Problem details
Return only what lies between the first line of the entries and the line containing "height:5px; margin:-2.5px; padding:0", both lines included.

Dataset entries
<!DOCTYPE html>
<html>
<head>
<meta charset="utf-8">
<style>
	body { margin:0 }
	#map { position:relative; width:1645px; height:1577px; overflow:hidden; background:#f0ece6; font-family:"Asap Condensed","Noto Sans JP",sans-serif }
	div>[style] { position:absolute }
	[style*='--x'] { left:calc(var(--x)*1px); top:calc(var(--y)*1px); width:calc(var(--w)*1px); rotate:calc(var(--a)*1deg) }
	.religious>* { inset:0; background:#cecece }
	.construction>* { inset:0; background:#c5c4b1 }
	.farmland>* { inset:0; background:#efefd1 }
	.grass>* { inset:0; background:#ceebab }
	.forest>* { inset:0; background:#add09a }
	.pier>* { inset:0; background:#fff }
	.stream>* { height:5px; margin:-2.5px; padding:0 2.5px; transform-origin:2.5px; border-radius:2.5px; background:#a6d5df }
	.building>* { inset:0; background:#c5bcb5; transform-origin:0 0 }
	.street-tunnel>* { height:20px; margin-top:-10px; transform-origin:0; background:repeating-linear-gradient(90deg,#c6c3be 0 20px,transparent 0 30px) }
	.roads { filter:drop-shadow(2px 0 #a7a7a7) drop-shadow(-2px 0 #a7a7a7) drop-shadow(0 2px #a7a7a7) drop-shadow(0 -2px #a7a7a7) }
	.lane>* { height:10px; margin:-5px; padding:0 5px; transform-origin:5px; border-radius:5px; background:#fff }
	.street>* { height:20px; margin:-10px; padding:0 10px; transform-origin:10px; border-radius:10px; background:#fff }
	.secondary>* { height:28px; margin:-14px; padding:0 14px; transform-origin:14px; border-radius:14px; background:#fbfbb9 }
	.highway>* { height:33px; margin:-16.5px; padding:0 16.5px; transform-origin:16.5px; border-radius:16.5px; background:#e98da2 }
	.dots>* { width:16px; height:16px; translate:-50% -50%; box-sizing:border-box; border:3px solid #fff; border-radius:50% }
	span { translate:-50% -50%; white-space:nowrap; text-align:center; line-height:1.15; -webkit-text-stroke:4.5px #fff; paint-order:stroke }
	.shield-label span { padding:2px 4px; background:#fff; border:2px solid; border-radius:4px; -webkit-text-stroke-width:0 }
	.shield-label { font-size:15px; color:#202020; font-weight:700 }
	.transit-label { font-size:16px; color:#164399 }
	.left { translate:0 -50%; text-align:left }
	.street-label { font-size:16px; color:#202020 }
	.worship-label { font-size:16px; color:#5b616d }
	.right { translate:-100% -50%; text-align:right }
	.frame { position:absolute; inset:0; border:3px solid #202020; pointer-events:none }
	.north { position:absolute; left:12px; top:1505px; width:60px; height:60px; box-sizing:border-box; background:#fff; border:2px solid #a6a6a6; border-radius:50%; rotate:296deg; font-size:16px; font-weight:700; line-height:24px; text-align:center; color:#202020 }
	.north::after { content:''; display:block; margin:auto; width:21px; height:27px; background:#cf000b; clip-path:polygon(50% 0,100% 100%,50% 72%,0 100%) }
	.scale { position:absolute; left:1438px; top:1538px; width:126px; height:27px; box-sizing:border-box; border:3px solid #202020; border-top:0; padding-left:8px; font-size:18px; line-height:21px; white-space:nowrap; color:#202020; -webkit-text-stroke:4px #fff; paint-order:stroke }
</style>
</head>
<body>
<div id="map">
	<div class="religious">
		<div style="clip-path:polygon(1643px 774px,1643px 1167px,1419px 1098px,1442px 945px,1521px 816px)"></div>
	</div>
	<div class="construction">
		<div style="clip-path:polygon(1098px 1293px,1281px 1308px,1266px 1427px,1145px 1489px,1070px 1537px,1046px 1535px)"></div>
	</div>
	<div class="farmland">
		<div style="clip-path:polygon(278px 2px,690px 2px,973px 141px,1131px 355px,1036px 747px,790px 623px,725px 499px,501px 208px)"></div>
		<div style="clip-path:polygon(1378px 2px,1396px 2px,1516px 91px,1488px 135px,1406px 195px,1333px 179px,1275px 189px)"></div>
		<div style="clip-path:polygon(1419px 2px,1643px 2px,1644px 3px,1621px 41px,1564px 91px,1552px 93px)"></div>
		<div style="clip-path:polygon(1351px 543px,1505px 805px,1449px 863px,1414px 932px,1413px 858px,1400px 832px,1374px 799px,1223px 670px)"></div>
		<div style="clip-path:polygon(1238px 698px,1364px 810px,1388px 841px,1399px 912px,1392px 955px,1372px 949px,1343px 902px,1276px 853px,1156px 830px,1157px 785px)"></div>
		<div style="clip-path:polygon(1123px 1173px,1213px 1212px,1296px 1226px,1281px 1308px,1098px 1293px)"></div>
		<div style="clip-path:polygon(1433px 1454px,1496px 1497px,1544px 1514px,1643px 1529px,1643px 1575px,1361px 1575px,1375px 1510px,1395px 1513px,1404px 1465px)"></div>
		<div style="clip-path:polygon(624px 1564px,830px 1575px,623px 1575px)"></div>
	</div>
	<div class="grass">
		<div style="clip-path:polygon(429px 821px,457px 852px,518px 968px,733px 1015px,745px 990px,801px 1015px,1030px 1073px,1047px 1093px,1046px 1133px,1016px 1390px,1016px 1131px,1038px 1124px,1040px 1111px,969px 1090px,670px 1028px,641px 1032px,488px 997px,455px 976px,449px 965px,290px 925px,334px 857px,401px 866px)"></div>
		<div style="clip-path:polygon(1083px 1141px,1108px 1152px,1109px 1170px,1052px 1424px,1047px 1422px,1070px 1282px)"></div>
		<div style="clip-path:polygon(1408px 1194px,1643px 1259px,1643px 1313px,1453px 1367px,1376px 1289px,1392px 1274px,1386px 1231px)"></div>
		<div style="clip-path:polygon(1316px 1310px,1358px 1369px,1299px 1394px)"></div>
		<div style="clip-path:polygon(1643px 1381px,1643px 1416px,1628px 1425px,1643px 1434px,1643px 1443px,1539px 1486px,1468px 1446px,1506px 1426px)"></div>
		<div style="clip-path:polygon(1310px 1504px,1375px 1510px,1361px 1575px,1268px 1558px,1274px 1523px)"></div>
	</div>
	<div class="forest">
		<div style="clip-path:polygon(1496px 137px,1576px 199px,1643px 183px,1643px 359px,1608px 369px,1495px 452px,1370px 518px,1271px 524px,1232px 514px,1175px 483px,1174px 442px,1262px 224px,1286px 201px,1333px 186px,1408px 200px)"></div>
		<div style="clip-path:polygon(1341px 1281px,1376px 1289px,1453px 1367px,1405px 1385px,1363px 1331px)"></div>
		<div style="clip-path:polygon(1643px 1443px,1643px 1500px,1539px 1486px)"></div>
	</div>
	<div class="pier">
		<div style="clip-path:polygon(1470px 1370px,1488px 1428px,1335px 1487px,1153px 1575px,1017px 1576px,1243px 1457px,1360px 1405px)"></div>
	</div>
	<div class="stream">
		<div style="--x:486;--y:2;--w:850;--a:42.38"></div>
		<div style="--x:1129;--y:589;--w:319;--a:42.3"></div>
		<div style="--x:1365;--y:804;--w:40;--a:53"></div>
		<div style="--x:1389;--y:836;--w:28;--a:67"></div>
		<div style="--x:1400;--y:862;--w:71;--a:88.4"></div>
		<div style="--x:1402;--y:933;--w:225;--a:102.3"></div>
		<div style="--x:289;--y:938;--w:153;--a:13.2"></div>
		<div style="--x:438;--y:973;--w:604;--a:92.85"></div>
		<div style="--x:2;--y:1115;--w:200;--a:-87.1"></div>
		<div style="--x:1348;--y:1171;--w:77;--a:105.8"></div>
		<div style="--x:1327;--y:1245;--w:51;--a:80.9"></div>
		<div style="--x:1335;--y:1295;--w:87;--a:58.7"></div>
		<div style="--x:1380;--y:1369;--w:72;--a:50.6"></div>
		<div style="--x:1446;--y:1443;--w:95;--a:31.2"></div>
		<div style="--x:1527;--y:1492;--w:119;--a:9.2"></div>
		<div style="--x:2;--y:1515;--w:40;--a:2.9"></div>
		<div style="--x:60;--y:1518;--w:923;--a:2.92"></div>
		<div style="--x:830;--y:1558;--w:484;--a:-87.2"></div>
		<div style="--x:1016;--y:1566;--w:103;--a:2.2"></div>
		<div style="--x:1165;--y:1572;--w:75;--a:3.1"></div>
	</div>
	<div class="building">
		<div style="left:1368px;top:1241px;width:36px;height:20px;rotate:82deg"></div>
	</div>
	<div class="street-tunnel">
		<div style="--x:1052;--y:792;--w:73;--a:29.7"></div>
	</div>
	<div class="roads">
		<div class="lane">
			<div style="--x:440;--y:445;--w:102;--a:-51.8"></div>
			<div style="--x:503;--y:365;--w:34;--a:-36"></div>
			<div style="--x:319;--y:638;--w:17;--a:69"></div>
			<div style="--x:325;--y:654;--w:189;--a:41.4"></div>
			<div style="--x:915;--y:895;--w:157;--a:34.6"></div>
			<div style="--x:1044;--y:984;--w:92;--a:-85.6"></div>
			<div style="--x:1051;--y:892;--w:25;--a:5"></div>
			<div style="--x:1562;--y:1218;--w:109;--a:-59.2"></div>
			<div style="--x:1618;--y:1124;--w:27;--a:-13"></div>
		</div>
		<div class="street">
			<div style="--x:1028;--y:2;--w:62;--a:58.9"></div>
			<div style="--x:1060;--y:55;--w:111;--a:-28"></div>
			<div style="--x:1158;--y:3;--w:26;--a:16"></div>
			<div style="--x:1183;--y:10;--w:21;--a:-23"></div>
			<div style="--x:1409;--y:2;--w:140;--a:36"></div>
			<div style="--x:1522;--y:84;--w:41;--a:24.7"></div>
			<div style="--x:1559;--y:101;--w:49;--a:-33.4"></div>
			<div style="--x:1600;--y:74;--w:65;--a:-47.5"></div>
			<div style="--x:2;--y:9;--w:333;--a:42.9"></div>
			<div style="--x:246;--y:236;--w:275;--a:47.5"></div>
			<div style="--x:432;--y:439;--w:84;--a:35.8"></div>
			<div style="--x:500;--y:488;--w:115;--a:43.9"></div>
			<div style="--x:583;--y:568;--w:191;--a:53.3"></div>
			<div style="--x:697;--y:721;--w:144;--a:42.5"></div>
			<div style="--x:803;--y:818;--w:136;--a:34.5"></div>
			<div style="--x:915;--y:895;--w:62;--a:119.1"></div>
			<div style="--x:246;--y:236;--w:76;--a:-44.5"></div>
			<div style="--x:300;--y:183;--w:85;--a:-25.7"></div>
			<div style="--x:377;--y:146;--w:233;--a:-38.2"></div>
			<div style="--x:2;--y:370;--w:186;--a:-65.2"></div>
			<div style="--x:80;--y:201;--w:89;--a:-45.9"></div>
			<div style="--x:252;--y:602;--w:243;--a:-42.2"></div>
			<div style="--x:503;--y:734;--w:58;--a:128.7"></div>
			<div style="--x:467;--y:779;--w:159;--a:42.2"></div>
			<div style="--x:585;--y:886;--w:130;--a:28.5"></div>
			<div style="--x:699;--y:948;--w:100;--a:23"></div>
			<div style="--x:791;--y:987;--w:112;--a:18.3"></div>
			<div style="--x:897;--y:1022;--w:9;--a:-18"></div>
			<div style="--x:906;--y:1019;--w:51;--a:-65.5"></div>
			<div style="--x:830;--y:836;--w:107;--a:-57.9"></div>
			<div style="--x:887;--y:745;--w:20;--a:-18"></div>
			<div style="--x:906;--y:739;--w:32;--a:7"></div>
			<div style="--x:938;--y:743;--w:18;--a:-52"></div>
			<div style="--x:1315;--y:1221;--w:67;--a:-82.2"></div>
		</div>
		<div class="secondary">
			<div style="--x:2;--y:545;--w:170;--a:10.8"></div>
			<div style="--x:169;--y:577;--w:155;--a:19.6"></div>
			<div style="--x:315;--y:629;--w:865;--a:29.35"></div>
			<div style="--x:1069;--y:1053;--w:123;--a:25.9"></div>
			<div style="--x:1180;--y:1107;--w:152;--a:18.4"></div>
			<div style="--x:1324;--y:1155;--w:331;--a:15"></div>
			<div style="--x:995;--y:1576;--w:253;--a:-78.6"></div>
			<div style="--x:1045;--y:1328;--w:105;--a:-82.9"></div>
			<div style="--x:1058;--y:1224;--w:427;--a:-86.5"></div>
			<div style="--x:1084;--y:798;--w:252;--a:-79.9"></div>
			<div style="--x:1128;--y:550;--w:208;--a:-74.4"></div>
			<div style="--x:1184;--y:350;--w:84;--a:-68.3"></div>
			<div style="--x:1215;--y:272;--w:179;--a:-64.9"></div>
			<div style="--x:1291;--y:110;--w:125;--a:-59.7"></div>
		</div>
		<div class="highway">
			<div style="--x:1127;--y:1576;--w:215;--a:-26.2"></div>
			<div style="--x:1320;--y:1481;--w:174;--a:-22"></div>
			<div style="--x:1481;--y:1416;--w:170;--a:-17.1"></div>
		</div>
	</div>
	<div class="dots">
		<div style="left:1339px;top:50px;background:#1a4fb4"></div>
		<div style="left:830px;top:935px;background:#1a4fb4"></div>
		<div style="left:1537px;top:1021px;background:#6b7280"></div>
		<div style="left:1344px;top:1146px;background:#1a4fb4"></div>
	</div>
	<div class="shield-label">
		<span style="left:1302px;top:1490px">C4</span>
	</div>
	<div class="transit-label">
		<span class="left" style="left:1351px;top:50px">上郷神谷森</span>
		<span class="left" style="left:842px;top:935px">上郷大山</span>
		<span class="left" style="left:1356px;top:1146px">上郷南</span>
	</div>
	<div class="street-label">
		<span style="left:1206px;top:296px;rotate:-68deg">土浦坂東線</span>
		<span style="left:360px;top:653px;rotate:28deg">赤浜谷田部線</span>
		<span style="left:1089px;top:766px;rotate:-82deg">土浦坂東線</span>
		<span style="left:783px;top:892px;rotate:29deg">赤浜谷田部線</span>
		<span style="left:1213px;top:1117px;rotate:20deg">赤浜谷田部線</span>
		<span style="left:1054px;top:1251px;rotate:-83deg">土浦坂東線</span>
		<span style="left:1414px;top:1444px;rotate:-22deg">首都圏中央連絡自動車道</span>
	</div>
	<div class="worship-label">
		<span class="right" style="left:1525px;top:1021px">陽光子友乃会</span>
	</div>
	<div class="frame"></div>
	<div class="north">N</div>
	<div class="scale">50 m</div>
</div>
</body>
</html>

Output of the task
<!DOCTYPE html>
<html>
<head>
<meta charset="utf-8">
<style>
	body { margin:0 }
	#map { position:relative; width:1645px; height:1577px; overflow:hidden; background:#f0ece6; font-family:"Asap Condensed","Noto Sans JP",sans-serif }
	div>[style] { position:absolute }
	[style*='--x'] { left:calc(var(--x)*1px); top:calc(var(--y)*1px); width:calc(var(--w)*1px); rotate:calc(var(--a)*1deg) }
	.religious>* { inset:0; background:#cecece }
	.construction>* { inset:0; background:#c5c4b1 }
	.farmland>* { inset:0; background:#efefd1 }
	.grass>* { inset:0; background:#ceebab }
	.forest>* { inset:0; background:#add09a }
	.pier>* { inset:0; background:#fff }
	.stream>* { height:5px; margin:-2.5px; padding:0 2.5px; transform-origin:2.5px; border-radius:2.5px; background:#a6d5df }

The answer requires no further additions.